DATA TO EXAMINE:
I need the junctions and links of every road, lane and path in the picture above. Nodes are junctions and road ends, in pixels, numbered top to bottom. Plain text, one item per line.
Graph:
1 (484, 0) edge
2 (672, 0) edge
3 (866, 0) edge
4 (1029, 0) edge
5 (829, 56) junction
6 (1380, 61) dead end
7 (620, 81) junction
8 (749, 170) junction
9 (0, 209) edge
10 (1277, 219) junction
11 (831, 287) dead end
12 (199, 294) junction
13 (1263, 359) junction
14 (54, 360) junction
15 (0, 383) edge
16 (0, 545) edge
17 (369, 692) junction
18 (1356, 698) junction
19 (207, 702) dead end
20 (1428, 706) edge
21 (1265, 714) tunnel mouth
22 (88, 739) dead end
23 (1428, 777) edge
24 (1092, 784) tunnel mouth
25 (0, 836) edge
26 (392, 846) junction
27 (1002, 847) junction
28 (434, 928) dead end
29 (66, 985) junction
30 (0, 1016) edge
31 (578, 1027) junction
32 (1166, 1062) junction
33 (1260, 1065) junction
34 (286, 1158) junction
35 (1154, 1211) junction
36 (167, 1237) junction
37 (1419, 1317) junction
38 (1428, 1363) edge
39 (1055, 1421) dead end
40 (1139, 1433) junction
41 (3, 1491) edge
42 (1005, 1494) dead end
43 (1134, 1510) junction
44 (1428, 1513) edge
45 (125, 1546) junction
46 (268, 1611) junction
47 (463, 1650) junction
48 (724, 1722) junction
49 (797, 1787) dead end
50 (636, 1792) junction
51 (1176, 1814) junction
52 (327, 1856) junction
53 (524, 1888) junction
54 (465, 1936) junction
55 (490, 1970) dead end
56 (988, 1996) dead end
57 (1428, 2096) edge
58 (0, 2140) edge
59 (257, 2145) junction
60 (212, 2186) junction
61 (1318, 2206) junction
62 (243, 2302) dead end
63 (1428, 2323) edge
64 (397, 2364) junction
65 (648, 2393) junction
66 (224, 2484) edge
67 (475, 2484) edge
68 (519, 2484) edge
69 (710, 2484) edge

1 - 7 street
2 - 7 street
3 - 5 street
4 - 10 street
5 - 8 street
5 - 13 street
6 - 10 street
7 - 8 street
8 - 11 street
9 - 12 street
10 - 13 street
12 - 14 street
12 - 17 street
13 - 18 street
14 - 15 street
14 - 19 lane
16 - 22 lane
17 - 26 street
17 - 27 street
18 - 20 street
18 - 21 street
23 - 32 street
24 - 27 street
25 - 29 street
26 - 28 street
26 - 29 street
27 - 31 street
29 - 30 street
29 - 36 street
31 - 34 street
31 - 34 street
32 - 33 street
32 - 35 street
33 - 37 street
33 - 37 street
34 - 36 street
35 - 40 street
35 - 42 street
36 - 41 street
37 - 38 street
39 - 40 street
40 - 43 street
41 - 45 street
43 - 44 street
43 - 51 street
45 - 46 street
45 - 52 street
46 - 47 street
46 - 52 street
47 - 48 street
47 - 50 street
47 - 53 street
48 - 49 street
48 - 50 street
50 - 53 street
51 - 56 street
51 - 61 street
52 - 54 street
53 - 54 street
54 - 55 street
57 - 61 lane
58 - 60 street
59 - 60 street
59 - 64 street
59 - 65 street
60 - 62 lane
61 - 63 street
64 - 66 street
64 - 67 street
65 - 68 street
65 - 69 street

GOAL OF THE EXERCISE: The response should consist of the entries, retyped exactly and in full.

SOLUTION FOR THIS EXERCISE:
I need the junctions and links of every road, lane and path in the picture above. Nodes are junctions and road ends, in pixels, numbered top to bottom. Plain text, one item per line.
Graph:
1 (484, 0) edge
2 (672, 0) edge
3 (866, 0) edge
4 (1029, 0) edge
5 (829, 56) junction
6 (1380, 61) dead end
7 (620, 81) junction
8 (749, 170) junction
9 (0, 209) edge
10 (1277, 219) junction
11 (831, 287) dead end
12 (199, 294) junction
13 (1263, 359) junction
14 (54, 360) junction
15 (0, 383) edge
16 (0, 545) edge
17 (369, 692) junction
18 (1356, 698) junction
19 (207, 702) dead end
20 (1428, 706) edge
21 (1265, 714) tunnel mouth
22 (88, 739) dead end
23 (1428, 777) edge
24 (1092, 784) tunnel mouth
25 (0, 836) edge
26 (392, 846) junction
27 (1002, 847) junction
28 (434, 928) dead end
29 (66, 985) junction
30 (0, 1016) edge
31 (578, 1027) junction
32 (1166, 1062) junction
33 (1260, 1065) junction
34 (286, 1158) junction
35 (1154, 1211) junction
36 (167, 1237) junction
37 (1419, 1317) junction
38 (1428, 1363) edge
39 (1055, 1421) dead end
40 (1139, 1433) junction
41 (3, 1491) edge
42 (1005, 1494) dead end
43 (1134, 1510) junction
44 (1428, 1513) edge
45 (125, 1546) junction
46 (268, 1611) junction
47 (463, 1650) junction
48 (724, 1722) junction
49 (797, 1787) dead end
50 (636, 1792) junction
51 (1176, 1814) junction
52 (327, 1856) junction
53 (524, 1888) junction
54 (465, 1936) junction
55 (490, 1970) dead end
56 (988, 1996) dead end
57 (1428, 2096) edge
58 (0, 2140) edge
59 (257, 2145) junction
60 (212, 2186) junction
61 (1318, 2206) junction
62 (243, 2302) dead end
63 (1428, 2323) edge
64 (397, 2364) junction
65 (648, 2393) junction
66 (224, 2484) edge
67 (475, 2484) edge
68 (519, 2484) edge
69 (710, 2484) edge

1 - 7 street
2 - 7 street
3 - 5 street
4 - 10 street
5 - 8 street
5 - 13 street
6 - 10 street
7 - 8 street
8 - 11 street
9 - 12 street
10 - 13 street
12 - 14 street
12 - 17 street
13 - 18 street
14 - 15 street
14 - 19 lane
16 - 22 lane
17 - 26 street
17 - 27 street
18 - 20 street
18 - 21 street
23 - 32 street
24 - 27 street
25 - 29 street
26 - 28 street
26 - 29 street
27 - 31 street
29 - 30 street
29 - 36 street
31 - 34 street
31 - 34 street
32 - 33 street
32 - 35 street
33 - 37 street
33 - 37 street
34 - 36 street
35 - 40 street
35 - 42 street
36 - 41 street
37 - 38 street
39 - 40 street
40 - 43 street
41 - 45 street
43 - 44 street
43 - 51 street
45 - 46 street
45 - 52 street
46 - 47 street
46 - 52 street
47 - 48 street
47 - 50 street
47 - 53 street
48 - 49 street
48 - 50 street
50 - 53 street
51 - 56 street
51 - 61 street
52 - 54 street
53 - 54 street
54 - 55 street
57 - 61 lane
58 - 60 street
59 - 60 street
59 - 64 street
59 - 65 street
60 - 62 lane
61 - 63 street
64 - 66 street
64 - 67 street
65 - 68 street
65 - 69 street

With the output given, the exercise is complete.